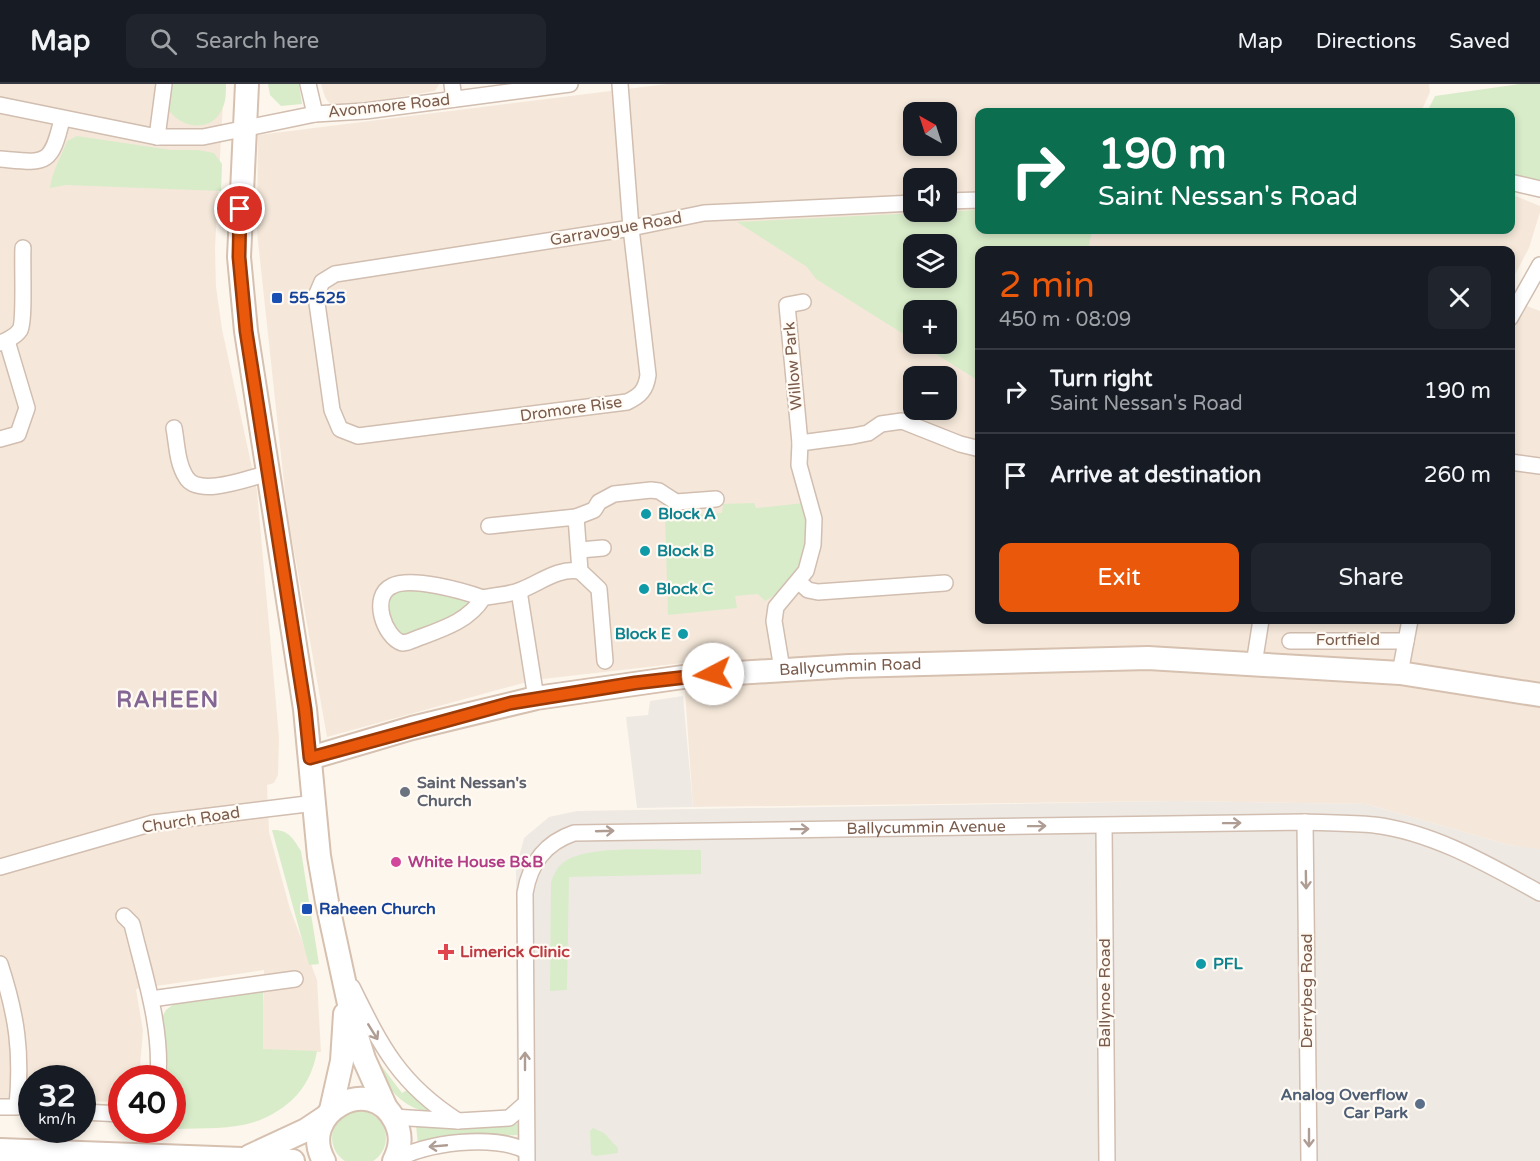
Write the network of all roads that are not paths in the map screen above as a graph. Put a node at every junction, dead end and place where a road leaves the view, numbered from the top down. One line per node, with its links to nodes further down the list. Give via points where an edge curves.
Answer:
1 (164, 84): 11 (street)
2 (247, 84): 10 (main road)
3 (308, 84): 8 (street)
4 (570, 84): 6 (street, Avonmore Road)
5 (620, 84): 18 (street, Dromore Rise)
6 (453, 92): 8 (street, Avonmore Road, via 365,111)
7 (0, 105): 9 (street, Avonmore Road)
8 (315, 114): 10 (street, Avonmore Road)
9 (62, 119): 11 (street, Avonmore Road); 12 (street, via 52,151 45,160 38,163)
10 (244, 130): 11 (street, Avonmore Road, via 203,137); 31 (main road, via 241,291)
11 (157, 137)
12 (0, 159)
13 (1515, 183): 14 (street)
14 (1540, 189)
15 (975, 200): 16 (street)
16 (957, 201)
17 (903, 204): 18 (street, Garravogue Road, via 704,213)
18 (631, 228): 21 (street, Garravogue Road, via 335,274); 21 (street, Dromore Rise, via 648,375 647,386 627,402 358,436 348,434 335,421 332,410 316,296)
19 (23, 248): 24 (street, via 24,317 20,330)
20 (1540, 265): 23 (street)
21 (322, 282)
22 (803, 302): 27 (street, Willow Park, via 787,305)
23 (1515, 309)
24 (3, 342): 26 (street, via 27,408 18,434)
25 (174, 428): 31 (street, via 181,467 195,486 207,488)
26 (0, 440)
27 (800, 443): 28 (street, via 868,433 881,424 902,421); 38 (street, Willow Park, via 799,465 814,519 810,563)
28 (975, 448)
29 (1515, 462): 30 (street)
30 (1540, 465)
31 (269, 473): 52 (main road)
32 (716, 499): 33 (street, via 676,502 651,490 614,494 599,502 594,510)
33 (576, 517): 34 (street); 36 (street)
34 (489, 526)
35 (603, 548): 36 (street)
36 (580, 550): 37 (street)
37 (580, 571): 40 (street, via 552,574); 46 (street, via 600,589)
38 (799, 582): 39 (street, via 818,592); 48 (street, Willow Park, via 776,607 774,621)
39 (945, 583)
40 (519, 591): 41 (street); 51 (street)
41 (483, 598): 41 (street, via 410,582 391,586 383,593 381,613 391,634 402,643 464,618)
42 (1260, 624): 47 (street)
43 (1409, 624): 45 (street)
44 (1290, 641): 45 (street, Fortfield)
45 (1406, 641): 49 (street)
46 (606, 661)
47 (1254, 664): 48 (main road, Ballycummin Road, via 1107,658); 49 (main road, Ballycummin Road)
48 (782, 669): 51 (main road, Ballycummin Road, via 690,676)
49 (1400, 673): 50 (main road)
50 (1540, 695)
51 (536, 698): 52 (main road, Ballycummin Road)
52 (310, 758): 53 (main road)
53 (315, 803): 56 (street, Church Road, via 153,823); 59 (main road, via 319,856)
54 (1305, 822): 55 (street, Ballycummin Avenue, one-way to 54); 57 (street, Ballycummin Avenue, via 1375,825 1403,832 1478,859); 80 (street, Derrybeg Road, one-way to 80)
55 (1104, 826): 66 (street, Ballycummin Avenue, one-way to 55, via 525,893 533,864 549,845 574,833 600,831); 79 (street, Ballynoe Road)
56 (0, 867)
57 (1540, 893)
58 (124, 916): 63 (street, via 132,924)
59 (339, 960): 62 (main road); 71 (street, one-way to 71, via 372,1031 408,1080 427,1100)
60 (0, 964): 64 (street, via 16,1015)
61 (295, 979): 63 (street)
62 (346, 997): 69 (main road, via 364,1059); 70 (main road, via 342,1061)
63 (150, 999): 65 (street)
64 (21, 1065)
65 (159, 1065)
66 (525, 1104): 71 (street, via 509,1118); 73 (street)
67 (0, 1107): 68 (street)
68 (18, 1108)
69 (390, 1112): 70 (main road, via 363,1098 351,1099); 71 (street); 78 (main road, via 400,1141)
70 (328, 1114): 75 (main road, via 306,1130); 77 (main road, via 320,1126 318,1142)
71 (458, 1121)
72 (0, 1150): 74 (main road)
73 (527, 1156): 78 (street, one-way to 78, via 507,1143 485,1142 421,1148)
74 (122, 1157): 75 (main road)
75 (246, 1157): 76 (main road)
76 (293, 1161)
77 (324, 1161)
78 (395, 1161)
79 (1107, 1161)
80 (1309, 1161)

***

### TASK DETAILS
Keep the pictures out, and write out the rest of the data above word for word.

### YOUR RESPONSE
Write the network of all roads that are not paths in the map screen above as a graph. Put a node at every junction, dead end and place where a road leaves the view, numbered from the top down. One line per node, with its links to nodes further down the list. Give via points where an edge curves.
Answer:
1 (164, 84): 11 (street)
2 (247, 84): 10 (main road)
3 (308, 84): 8 (street)
4 (570, 84): 6 (street, Avonmore Road)
5 (620, 84): 18 (street, Dromore Rise)
6 (453, 92): 8 (street, Avonmore Road, via 365,111)
7 (0, 105): 9 (street, Avonmore Road)
8 (315, 114): 10 (street, Avonmore Road)
9 (62, 119): 11 (street, Avonmore Road); 12 (street, via 52,151 45,160 38,163)
10 (244, 130): 11 (street, Avonmore Road, via 203,137); 31 (main road, via 241,291)
11 (157, 137)
12 (0, 159)
13 (1515, 183): 14 (street)
14 (1540, 189)
15 (975, 200): 16 (street)
16 (957, 201)
17 (903, 204): 18 (street, Garravogue Road, via 704,213)
18 (631, 228): 21 (street, Garravogue Road, via 335,274); 21 (street, Dromore Rise, via 648,375 647,386 627,402 358,436 348,434 335,421 332,410 316,296)
19 (23, 248): 24 (street, via 24,317 20,330)
20 (1540, 265): 23 (street)
21 (322, 282)
22 (803, 302): 27 (street, Willow Park, via 787,305)
23 (1515, 309)
24 (3, 342): 26 (street, via 27,408 18,434)
25 (174, 428): 31 (street, via 181,467 195,486 207,488)
26 (0, 440)
27 (800, 443): 28 (street, via 868,433 881,424 902,421); 38 (street, Willow Park, via 799,465 814,519 810,563)
28 (975, 448)
29 (1515, 462): 30 (street)
30 (1540, 465)
31 (269, 473): 52 (main road)
32 (716, 499): 33 (street, via 676,502 651,490 614,494 599,502 594,510)
33 (576, 517): 34 (street); 36 (street)
34 (489, 526)
35 (603, 548): 36 (street)
36 (580, 550): 37 (street)
37 (580, 571): 40 (street, via 552,574); 46 (street, via 600,589)
38 (799, 582): 39 (street, via 818,592); 48 (street, Willow Park, via 776,607 774,621)
39 (945, 583)
40 (519, 591): 41 (street); 51 (street)
41 (483, 598): 41 (street, via 410,582 391,586 383,593 381,613 391,634 402,643 464,618)
42 (1260, 624): 47 (street)
43 (1409, 624): 45 (street)
44 (1290, 641): 45 (street, Fortfield)
45 (1406, 641): 49 (street)
46 (606, 661)
47 (1254, 664): 48 (main road, Ballycummin Road, via 1107,658); 49 (main road, Ballycummin Road)
48 (782, 669): 51 (main road, Ballycummin Road, via 690,676)
49 (1400, 673): 50 (main road)
50 (1540, 695)
51 (536, 698): 52 (main road, Ballycummin Road)
52 (310, 758): 53 (main road)
53 (315, 803): 56 (street, Church Road, via 153,823); 59 (main road, via 319,856)
54 (1305, 822): 55 (street, Ballycummin Avenue, one-way to 54); 57 (street, Ballycummin Avenue, via 1375,825 1403,832 1478,859); 80 (street, Derrybeg Road, one-way to 80)
55 (1104, 826): 66 (street, Ballycummin Avenue, one-way to 55, via 525,893 533,864 549,845 574,833 600,831); 79 (street, Ballynoe Road)
56 (0, 867)
57 (1540, 893)
58 (124, 916): 63 (street, via 132,924)
59 (339, 960): 62 (main road); 71 (street, one-way to 71, via 372,1031 408,1080 427,1100)
60 (0, 964): 64 (street, via 16,1015)
61 (295, 979): 63 (street)
62 (346, 997): 69 (main road, via 364,1059); 70 (main road, via 342,1061)
63 (150, 999): 65 (street)
64 (21, 1065)
65 (159, 1065)
66 (525, 1104): 71 (street, via 509,1118); 73 (street)
67 (0, 1107): 68 (street)
68 (18, 1108)
69 (390, 1112): 70 (main road, via 363,1098 351,1099); 71 (street); 78 (main road, via 400,1141)
70 (328, 1114): 75 (main road, via 306,1130); 77 (main road, via 320,1126 318,1142)
71 (458, 1121)
72 (0, 1150): 74 (main road)
73 (527, 1156): 78 (street, one-way to 78, via 507,1143 485,1142 421,1148)
74 (122, 1157): 75 (main road)
75 (246, 1157): 76 (main road)
76 (293, 1161)
77 (324, 1161)
78 (395, 1161)
79 (1107, 1161)
80 (1309, 1161)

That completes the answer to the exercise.